IN THE COURT OF CRIMINAL APPEALS OF TENNESSEE
AT JACKSON
SEPTEMBER SESSION, 1995 FILED
March 27, 2008
Cecil Crowson, Jr.
RONALD TURKS, a/k/a Appellate Court Clerk
ASAD E. MUJIHADEEN, )
) No. 02C01-9502-CR-00035
Appellant, )
) Shelby County
v. )
) Hon. John P. Colton, Jr., Judge
)
STATE OF TENNESSEE, ) (Post-Conviction, Habeas Corpus, and Coram
) Nobis)
)
Appellee. )
For the Appellant: For the Appellee:
Wayne Chastain Charles W. Burson
66 Monroe, Suite 804 Attorney General of Tennessee
Memphis, TN 38103 and
Sharon S. Selby
Assistant Attorney General of Tennessee
450 James Robertson Parkway
Nashville, TN 37243-0493
John W. Pierotti, Jr.
District Attorney General
and
Chris Craft
Assistant District Attorney General
201 Poplar Avenue
Memphis, TN 38103-1947
OPINION FILED:_______________________
AFFIRMED
Joseph M. Tipton
Judge
OPINION
The petitioner, Ronald Turks, a/k/a Asad E. Mujihadeen, appeals as of
right from the Shelby County Criminal Court which denied him post-conviction, habeas
corpus and coram nobis relief from his 1979 first degree murder conviction and
resulting life sentence.

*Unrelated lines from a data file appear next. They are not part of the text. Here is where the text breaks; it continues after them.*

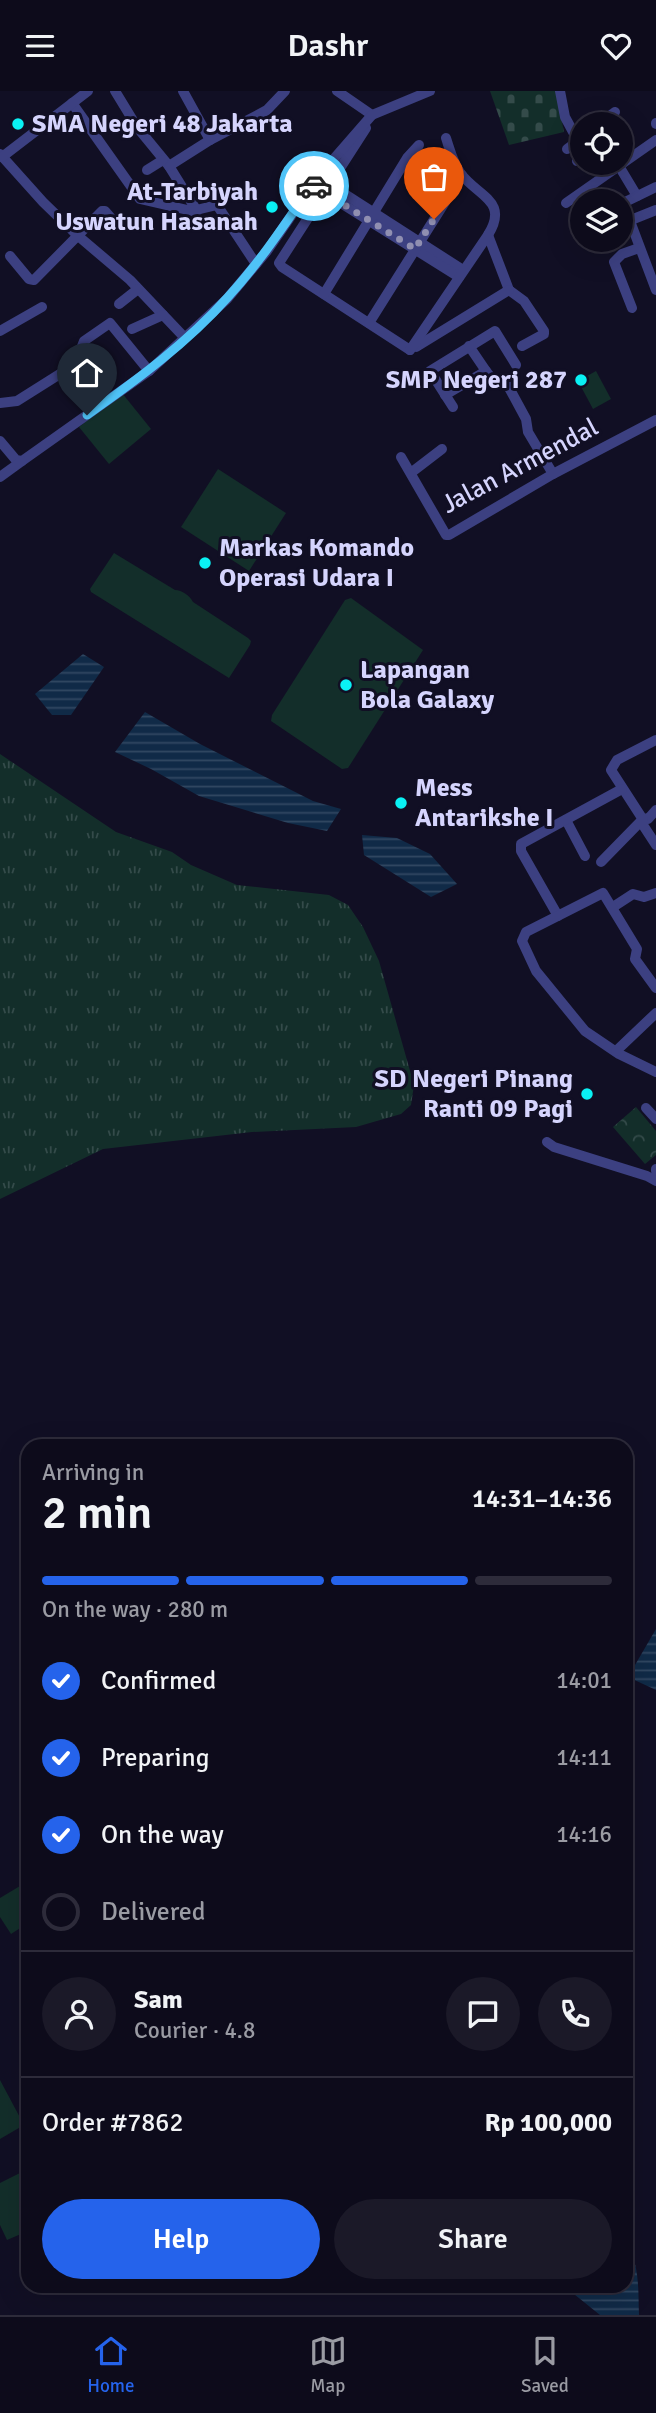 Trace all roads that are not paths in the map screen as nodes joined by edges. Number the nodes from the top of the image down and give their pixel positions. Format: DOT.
graph roads {
  1 [pos="115,91"];
  2 [pos="183,91"];
  3 [pos="285,91"];
  4 [pos="337,91"];
  5 [pos="430,91"];
  6 [pos="560,91"];
  7 [pos="86,92"];
  8 [pos="403,98"];
  9 [pos="72,103"];
  10 [pos="367,116"];
  11 [pos="570,124"];
  12 [pos="446,138"];
  13 [pos="210,140"];
  14 [pos="656,140"];
  15 [pos="419,145"];
  16 [pos="570,147"];
  17 [pos="567,149"];
  18 [pos="1,155"];
  19 [pos="633,155"];
  20 [pos="166,163"];
  21 [pos="147,170"];
  22 [pos="462,175"];
  23 [pos="606,175"];
  24 [pos="624,175"];
  25 [pos="315,181"];
  26 [pos="656,187"];
  27 [pos="328,189"];
  28 [pos="637,196"];
  29 [pos="633,198"];
  30 [pos="566,203"];
  31 [pos="656,210"];
  32 [pos="197,211"];
  33 [pos="372,217"];
  34 [pos="112,219"];
  35 [pos="633,220"];
  36 [pos="492,227"];
  37 [pos="77,235"];
  38 [pos="633,237"];
  39 [pos="417,246"];
  40 [pos="639,248"];
  41 [pos="10,255"];
  42 [pos="256,264"];
  43 [pos="461,274"];
  44 [pos="138,289"];
  45 [pos="509,290"];
  46 [pos="656,291"];
  47 [pos="324,293"];
  48 [pos="119,304"];
  49 [pos="41,307"];
  50 [pos="632,308"];
  51 [pos="163,315"];
  52 [pos="431,321"];
  53 [pos="369,323"];
  54 [pos="132,328"];
  55 [pos="0,331"];
  56 [pos="439,333"];
  57 [pos="185,338"];
  58 [pos="469,346"];
  59 [pos="522,346"];
  60 [pos="410,350"];
  61 [pos="516,365"];
  62 [pos="149,371"];
  63 [pos="486,371"];
  64 [pos="445,395"];
  65 [pos="0,403"];
  66 [pos="453,407"];
  67 [pos="656,420"];
  68 [pos="0,441"];
  69 [pos="442,449"];
  70 [pos="401,457"];
  71 [pos="23,460"];
  72 [pos="412,472"];
  73 [pos="553,474"];
  74 [pos="0,476"];
  75 [pos="656,740"];
  76 [pos="622,789"];
  77 [pos="656,810"];
  78 [pos="566,820"];
  79 [pos="642,820"];
  80 [pos="656,845"];
  81 [pos="585,856"];
  82 [pos="601,862"];
  83 [pos="656,893"];
  84 [pos="612,907"];
  85 [pos="558,916"];
  86 [pos="654,980"];
  87 [pos="656,1013"];
  88 [pos="616,1052"];
  89 [pos="656,1072"];
  90 [pos="646,1108"];
  91 [pos="656,1119"];
  92 [pos="547,1142"];
  93 [pos="656,1181"];
  1 -- 20 [label="street"];
  2 -- 13 [label="street"];
  3 -- 13 [label="street"];
  4 -- 10 [label="street"];
  5 -- 8 [label="street"];
  6 -- 11 [label="street"];
  7 -- 9 [label="street"];
  8 -- 10 [label="street"];
  8 -- 27 [label="street"];
  9 -- 18 [label="street"];
  9 -- 32 [label="street"];
  10 -- 25 [label="street"];
  12 -- 22 [label="street"];
  13 -- 20 [label="street"];
  14 -- 19 [label="street"];
  15 -- 33 [label="street"];
  16 -- 17 [label="street"];
  18 -- 37 [label="street"];
  20 -- 21 [label="street"];
  20 -- 32 [label="street"];
  22 -- 36 [label="street"];
  22 -- 39 [label="street"];
  23 -- 30 [label="street"];
  24 -- 28 [label="street"];
  25 -- 27 [label="street"];
  25 -- 42 [label="street"];
  26 -- 28 [label="street"];
  27 -- 33 [label="street"];
  27 -- 47 [label="street"];
  28 -- 29 [label="street"];
  31 -- 35 [label="street"];
  32 -- 42 [label="street"];
  33 -- 39 [label="street"];
  33 -- 47 [label="street"];
  34 -- 37 [label="street"];
  36 -- 43 [label="street"];
  36 -- 45 [label="street"];
  37 -- 41 [label="street"];
  37 -- 44 [label="street"];
  38 -- 40 [label="street"];
  39 -- 43 [label="street"];
  39 -- 53 [label="street"];
  40 -- 46 [label="street"];
  40 -- 50 [label="street"];
  42 -- 57 [label="street"];
  43 -- 52 [label="street"];
  44 -- 48 [label="street"];
  44 -- 51 [label="street"];
  45 -- 56 [label="street"];
  45 -- 59 [label="street"];
  47 -- 53 [label="street"];
  49 -- 55 [label="street"];
  51 -- 54 [label="street"];
  51 -- 57 [label="street"];
  52 -- 56 [label="street"];
  52 -- 60 [label="street"];
  53 -- 60 [label="street"];
  56 -- 60 [label="street"];
  57 -- 62 [label="street"];
  58 -- 61 [label="street"];
  58 -- 63 [label="street"];
  58 -- 64 [label="street"];
  62 -- 65 [label="street"];
  62 -- 71 [label="street"];
  63 -- 64 [label="street"];
  63 -- 73 [label="street"];
  64 -- 66 [label="street"];
  67 -- 73 [label="street, Jalan Armendal"];
  68 -- 71 [label="street"];
  69 -- 72 [label="street"];
  70 -- 72 [label="street, Jalan Armendal"];
  71 -- 74 [label="street"];
  72 -- 73 [label="street, Jalan Armendal"];
  75 -- 76 [label="street"];
  76 -- 78 [label="street"];
  76 -- 79 [label="street"];
  77 -- 79 [label="street"];
  78 -- 81 [label="street"];
  78 -- 85 [label="street"];
  79 -- 80 [label="street"];
  79 -- 82 [label="street"];
  83 -- 84 [label="street"];
  84 -- 85 [label="street"];
  84 -- 86 [label="street"];
  85 -- 88 [label="street"];
  87 -- 88 [label="street"];
  88 -- 89 [label="street"];
  90 -- 91 [label="street"];
  92 -- 93 [label="street"];
}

The trial court dismissed the petitioner's case because the post-
conviction and coram nobis actions were barred by statutes of limitations and the
habeas corpus action failed to state a ground for relief. The following issues are
presented for review:
(1) Can evidence tending to show actual innocence of the
crime for which the petitioner has been convicted be the basis
for post-conviction relief under Tennessee law?
(2) Can evidence tending to show actual innocence of the
crime for which the petitioner has been convicted be the basis
for habeas corpus relief?
(3) Does the one-year statute of limitations for bringing
evidence of actual innocence under Tennessee's coram nobis
statute violate the Due Process Clause of the Fourteenth
Amendment to the United States Constitution?
We affirm the trial court’s dismissal of the petition.
The record reflects that the defendant was convicted in 1979 of felony
murder and that his conviction and life sentence were affirmed on appeal to this court.
Ronald Turks v. State, No. 35, Shelby County (Tenn. Crim. App. Mar. 27, 1980), app.
denied on delayed app., (Tenn. Apr. 8, 1985) (concurring in results only). The
petitioner's first post-conviction petition was filed in 1980 and dismissed in 1981 for
failure to state a claim for relief. No appeal was taken. The petitioner was denied
federal habeas corpus relief in September 1981. His second post-conviction petition
was filed in October 1981 and dismissed in November 1981 on grounds of waiver and
previous determination. No appeal was taken.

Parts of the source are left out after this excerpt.